Je citerai ici la présentation faite par l’économiste Hubert Kempf dans la revue Telos. Dans cette crise, les politiques étaient confrontées non à un dilemme, mais à un «trilemme»: la protection de la santé, le respect des libertés, la promotion de la prospérité. Les régimes autoritaires ont choisi la santé et la prospérité au détriment des libertés. Les régimes «libéraux» (États-Unis) ont préféré la prospérité et les libertés à la logique sanitaire. Les modèles sociaux-démocrates européens ont privilégié la santé et les libertés contre la prospérité. Mais cette typologie doit être lue de manière dynamique, car une crise n’est jamais qu’un instant où les choix de priorité s’affichent. Il est encore trop tôt pour dire qui s’en est le mieux sorti, car la crise sanitaire n’est pas finie et la crise économique ne fait que commencer. La Chine a péché par son espace public bloqué qui a empêché l’alerte et obscurci la connaissance de la menace: elle porte une responsabilité lourde dans la crise. Mais si ses chercheurs sont les premiers à découvrir le vaccin, elle s’en trouvera absoute. Les États-Unis ont souffert de leur fonctionnement fédéral et d’un pilotage erratique. Ce sont les démocraties asiatiques, Taïwan et la Corée du Sud, qui ont fait preuve de leur maturité et de leur efficacité.

Les démocraties libérales européennes doivent-elles se réinventer?

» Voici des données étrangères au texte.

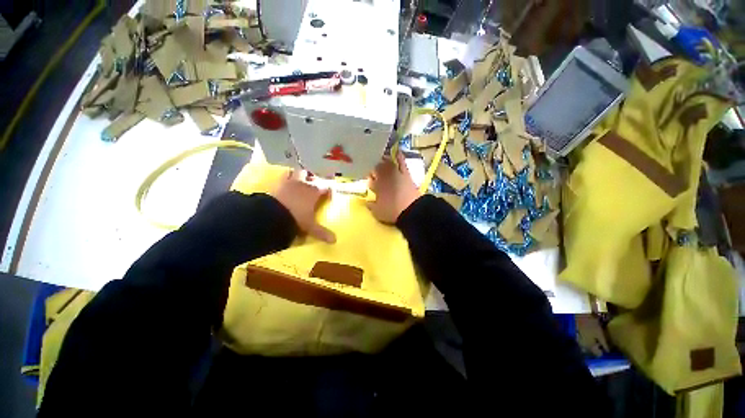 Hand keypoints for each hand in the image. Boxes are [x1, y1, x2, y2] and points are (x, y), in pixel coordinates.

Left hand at [271, 170, 335, 242]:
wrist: (272, 214)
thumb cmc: (296, 218)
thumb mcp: (310, 227)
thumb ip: (322, 232)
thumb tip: (334, 240)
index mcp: (314, 192)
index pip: (327, 186)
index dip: (329, 190)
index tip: (329, 197)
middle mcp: (304, 184)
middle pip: (312, 176)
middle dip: (314, 180)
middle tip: (314, 187)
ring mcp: (290, 182)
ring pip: (298, 172)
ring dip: (300, 175)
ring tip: (300, 181)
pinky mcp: (278, 183)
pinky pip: (283, 176)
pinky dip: (286, 178)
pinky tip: (285, 184)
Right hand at [366, 152, 421, 223]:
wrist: (411, 210)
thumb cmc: (392, 212)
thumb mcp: (378, 212)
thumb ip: (370, 206)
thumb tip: (366, 202)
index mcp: (376, 187)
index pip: (370, 180)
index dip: (369, 180)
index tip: (369, 181)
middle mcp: (384, 178)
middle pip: (376, 169)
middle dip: (373, 168)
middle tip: (372, 168)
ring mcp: (395, 174)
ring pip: (386, 164)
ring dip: (382, 160)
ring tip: (380, 157)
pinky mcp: (405, 174)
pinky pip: (401, 162)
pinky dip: (399, 156)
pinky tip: (397, 151) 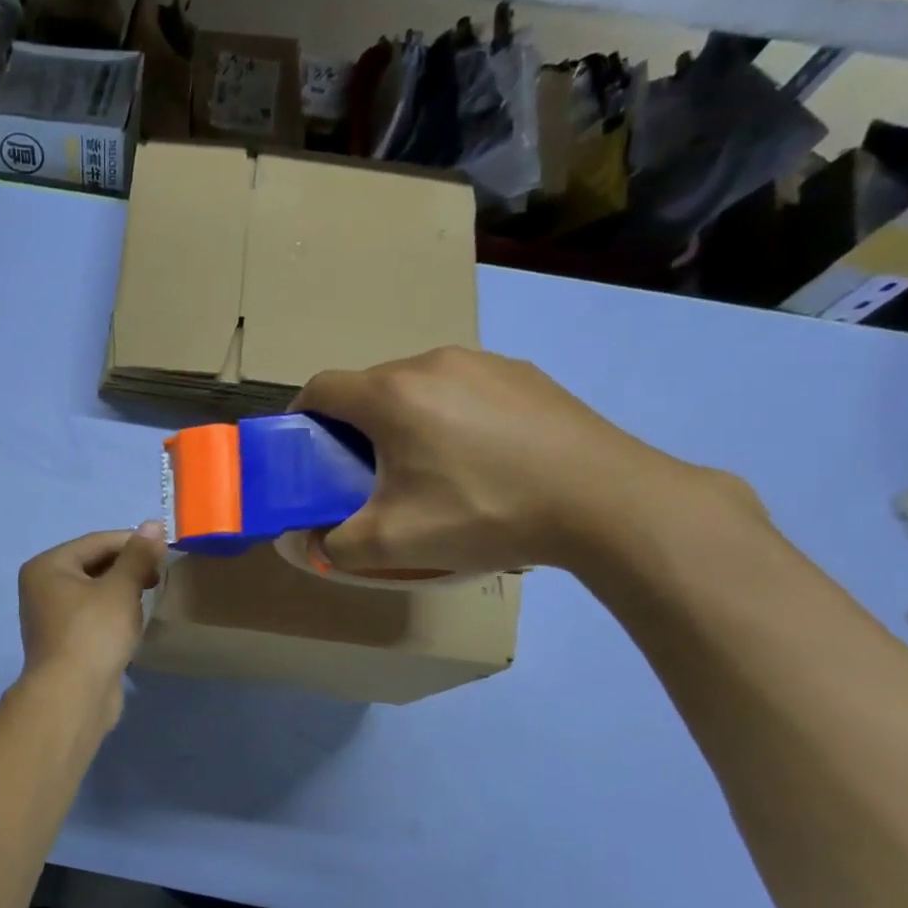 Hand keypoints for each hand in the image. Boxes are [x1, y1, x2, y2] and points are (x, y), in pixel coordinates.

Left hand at [17, 523, 167, 714]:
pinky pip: (92, 616)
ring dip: (122, 592)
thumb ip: (138, 555)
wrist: (73, 696)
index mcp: (47, 566)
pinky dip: (113, 614)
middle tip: (159, 577)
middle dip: (127, 568)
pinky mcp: (64, 641)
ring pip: (94, 592)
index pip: (96, 542)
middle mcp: (42, 586)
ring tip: (148, 597)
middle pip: (93, 565)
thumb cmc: (94, 633)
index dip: (133, 543)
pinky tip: (132, 623)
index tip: (165, 550)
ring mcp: (50, 616)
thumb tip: (153, 524)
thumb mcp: (121, 588)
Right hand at [293, 347, 757, 575]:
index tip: (304, 450)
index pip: (320, 388)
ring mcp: (484, 362)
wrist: (607, 501)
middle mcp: (431, 363)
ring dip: (403, 418)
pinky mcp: (525, 374)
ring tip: (425, 466)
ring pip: (418, 385)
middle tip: (363, 472)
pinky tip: (479, 457)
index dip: (300, 416)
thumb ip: (332, 545)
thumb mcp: (392, 544)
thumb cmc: (484, 512)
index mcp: (391, 394)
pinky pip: (464, 388)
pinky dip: (450, 414)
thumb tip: (306, 542)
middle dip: (352, 425)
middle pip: (369, 386)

Cette crise nous fait prendre conscience de nos forces et de nos faiblesses. Comme nous adorons nous détester, les secondes apparaissent davantage que les premières. Raison de plus pour rappeler celles-ci: le système de santé a tenu bon ; les citoyens ont sagement obéi ; les institutions ont fonctionné ; l’enseignement s’est aménagé ; notre espace public a démontré sa vitalité et sa maturité ; de puissants mécanismes de solidarité (étatiques, associatifs, individuels) se sont mis à l’œuvre ; la crise a aiguillonné l’inventivité. Nous sommes très loin de l’effondrement annoncé. Et donc aussi très loin de devoir exiger que «plus rien ne soit comme avant». Les prophètes de la révolution s’illusionnent et prennent leurs messies pour des lanternes. Certes, il a fallu dramatiser - peut-être à outrance -, mais c’était nécessaire pour mobiliser les énergies. Reste que tout n’a pas fonctionné de manière optimale, c’est peu de le dire.

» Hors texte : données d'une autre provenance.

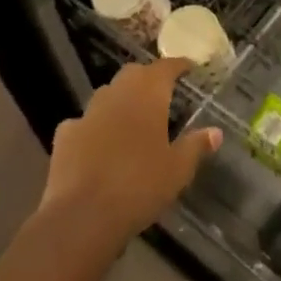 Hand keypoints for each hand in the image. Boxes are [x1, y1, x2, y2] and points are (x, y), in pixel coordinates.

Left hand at [39, 58, 221, 248]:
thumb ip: (196, 146)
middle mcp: (117, 93)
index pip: (166, 67)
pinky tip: (97, 143)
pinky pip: (83, 122)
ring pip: (108, 94)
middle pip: (134, 74)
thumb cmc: (140, 185)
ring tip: (132, 117)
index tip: (189, 67)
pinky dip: (93, 127)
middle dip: (148, 78)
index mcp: (148, 93)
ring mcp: (88, 112)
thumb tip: (215, 132)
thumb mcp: (178, 169)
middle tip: (161, 92)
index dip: (179, 65)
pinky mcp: (65, 135)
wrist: (83, 215)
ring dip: (120, 100) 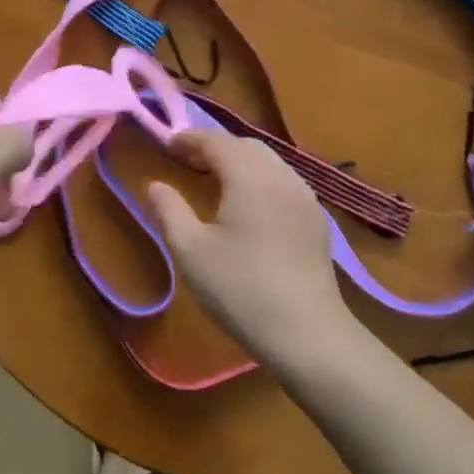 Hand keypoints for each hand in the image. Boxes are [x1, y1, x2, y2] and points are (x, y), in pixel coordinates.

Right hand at [146, 131, 352, 367]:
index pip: (216, 141)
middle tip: (188, 162)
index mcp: (249, 177)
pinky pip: (285, 183)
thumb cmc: (240, 289)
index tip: (167, 146)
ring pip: (270, 163)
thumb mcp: (190, 251)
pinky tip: (250, 206)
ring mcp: (305, 198)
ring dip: (240, 162)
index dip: (189, 139)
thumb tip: (155, 185)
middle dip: (215, 147)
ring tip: (216, 181)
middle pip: (246, 146)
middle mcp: (282, 177)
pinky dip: (261, 180)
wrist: (307, 334)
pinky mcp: (317, 221)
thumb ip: (169, 211) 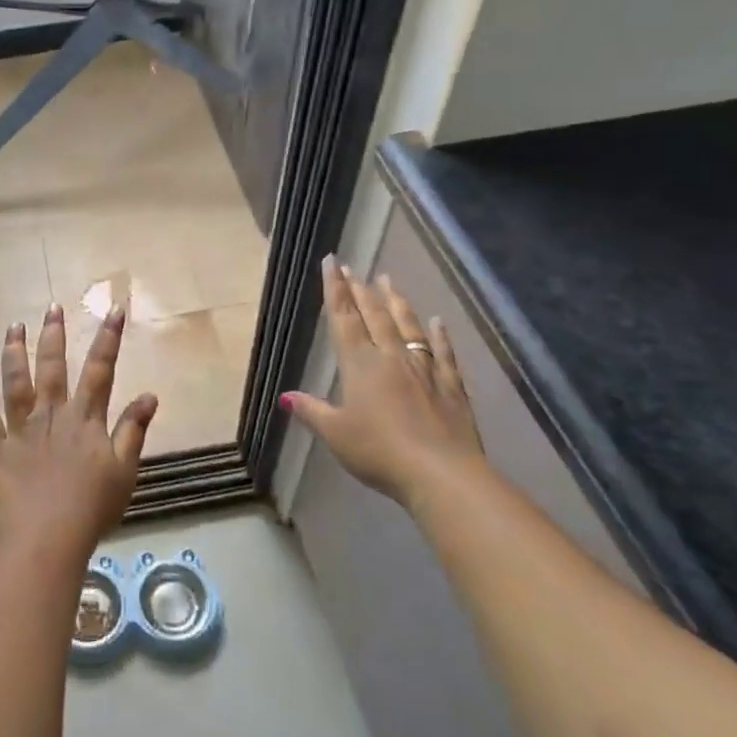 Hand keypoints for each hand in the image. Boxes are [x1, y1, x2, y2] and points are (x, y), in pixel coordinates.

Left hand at [0, 302, 157, 562]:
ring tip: (14, 326)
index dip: (108, 338)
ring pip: (16, 381)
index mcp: (85, 419)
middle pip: (53, 366)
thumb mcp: (124, 470)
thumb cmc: (92, 507)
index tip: (113, 309)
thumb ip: (133, 430)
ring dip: (14, 351)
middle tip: (52, 307)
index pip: (100, 369)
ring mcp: (21, 428)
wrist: (48, 537)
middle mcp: (52, 414)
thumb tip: (150, 395)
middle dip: (54, 334)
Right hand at [282, 255, 484, 508]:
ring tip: (387, 280)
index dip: (335, 290)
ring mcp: (424, 369)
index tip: (331, 262)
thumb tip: (285, 397)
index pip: (343, 319)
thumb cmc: (379, 452)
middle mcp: (391, 358)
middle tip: (352, 267)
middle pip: (373, 316)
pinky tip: (437, 321)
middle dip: (360, 290)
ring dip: (395, 302)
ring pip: (407, 326)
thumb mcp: (336, 435)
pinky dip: (439, 335)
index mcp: (360, 365)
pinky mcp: (451, 386)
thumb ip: (312, 411)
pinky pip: (442, 353)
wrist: (441, 473) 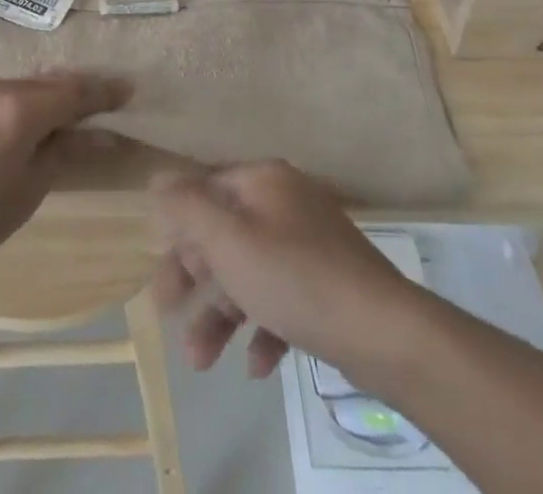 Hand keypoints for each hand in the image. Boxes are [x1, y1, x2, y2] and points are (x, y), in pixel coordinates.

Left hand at [0, 72, 129, 290]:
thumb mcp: (23, 196)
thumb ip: (65, 155)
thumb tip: (105, 136)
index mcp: (20, 108)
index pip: (74, 90)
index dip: (103, 90)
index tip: (126, 89)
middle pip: (36, 87)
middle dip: (59, 100)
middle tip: (76, 117)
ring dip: (14, 111)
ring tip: (12, 143)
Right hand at [152, 160, 419, 379]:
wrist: (384, 333)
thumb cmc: (295, 277)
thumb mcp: (229, 241)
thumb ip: (188, 207)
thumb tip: (158, 177)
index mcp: (263, 181)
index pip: (205, 193)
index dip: (177, 233)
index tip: (160, 277)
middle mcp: (285, 202)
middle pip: (225, 235)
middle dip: (195, 282)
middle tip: (170, 320)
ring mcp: (310, 243)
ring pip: (250, 272)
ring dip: (221, 314)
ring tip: (201, 361)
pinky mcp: (328, 284)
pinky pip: (282, 298)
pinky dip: (263, 327)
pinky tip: (257, 365)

Nous avons été trop sûrs de nous! Et c’est un constat collectif qui ne concerne pas seulement les responsables politiques, mais les médias, les experts et les citoyens: nous ne savions pas ; mais nous n’avons pas voulu le savoir. Cette piqûre de modestie n’est pas un mal. Elle doit aussi permettre l’examen mesuré, mais scrupuleux, des défaillances de l’avant-crise et des dysfonctionnements pendant. Le but ne devrait pas être d’accuser ou de condamner - à quoi bon le pénal? -, mais de tirer des leçons collectives pour l’avenir. La crise doit permettre de débloquer des débats enkystés: sur la santé, sur l’éducation, sur le travail, sur la bureaucratie, sur les frontières… J’espère que notre démocratie s’améliorera dans l’art si difficile - mais vital - de la reddition collective des comptes.

Il restera pourtant une grande faiblesse: c’est, après la crise économique, le niveau d’endettement du pays qui, de très élevé, deviendra gigantesque (115 % du PIB). Cette dette semble abstraite: mais, crise après crise, elle se creuse, réduisant les marges de manœuvre. Car cette dette, ce n’est pas que de l’argent, c’est surtout de la politique: ce sont des stratégies pour le futur, des investissements pour l’environnement, des soutiens pour l’innovation, des garanties pour la sécurité, la prospérité et la solidarité de demain. Elle met en jeu le destin de nos enfants et de nos petits-enfants, à l’égard desquels nous avons un devoir: leur donner l’envie de grandir et de continuer le monde. Devoir que trahissent tous ceux qui prêchent la haine du présent, car c’est la haine du présent qui détruit le futur.